→ WHAT IS REQUIRED:
Take the line with "ring mcp: (517, 431)" and all lines after it, through the end of the records below, and repeat them exactly.

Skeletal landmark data
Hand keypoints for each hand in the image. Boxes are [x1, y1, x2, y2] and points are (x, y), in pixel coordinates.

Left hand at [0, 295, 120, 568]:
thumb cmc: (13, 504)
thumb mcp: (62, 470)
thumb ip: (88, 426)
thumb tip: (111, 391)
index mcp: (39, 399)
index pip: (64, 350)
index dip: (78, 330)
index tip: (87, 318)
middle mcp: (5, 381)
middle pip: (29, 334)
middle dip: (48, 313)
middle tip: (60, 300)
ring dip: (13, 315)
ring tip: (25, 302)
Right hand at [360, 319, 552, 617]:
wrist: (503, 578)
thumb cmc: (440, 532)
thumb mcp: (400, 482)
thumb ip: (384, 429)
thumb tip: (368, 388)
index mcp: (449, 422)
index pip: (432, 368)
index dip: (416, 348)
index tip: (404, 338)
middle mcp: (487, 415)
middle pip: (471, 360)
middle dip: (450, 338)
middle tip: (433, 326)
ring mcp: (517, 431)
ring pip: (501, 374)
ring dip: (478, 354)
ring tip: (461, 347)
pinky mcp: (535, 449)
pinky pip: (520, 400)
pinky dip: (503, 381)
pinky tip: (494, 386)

→ TASK SOLUTION:
ring mcp: (517, 431)
ring pip: (501, 374)
ring dip: (478, 354)
ring tip: (461, 347)
pinky mcp: (535, 449)
pinky pip: (520, 400)
pinky dip: (503, 381)
pinky tip: (494, 386)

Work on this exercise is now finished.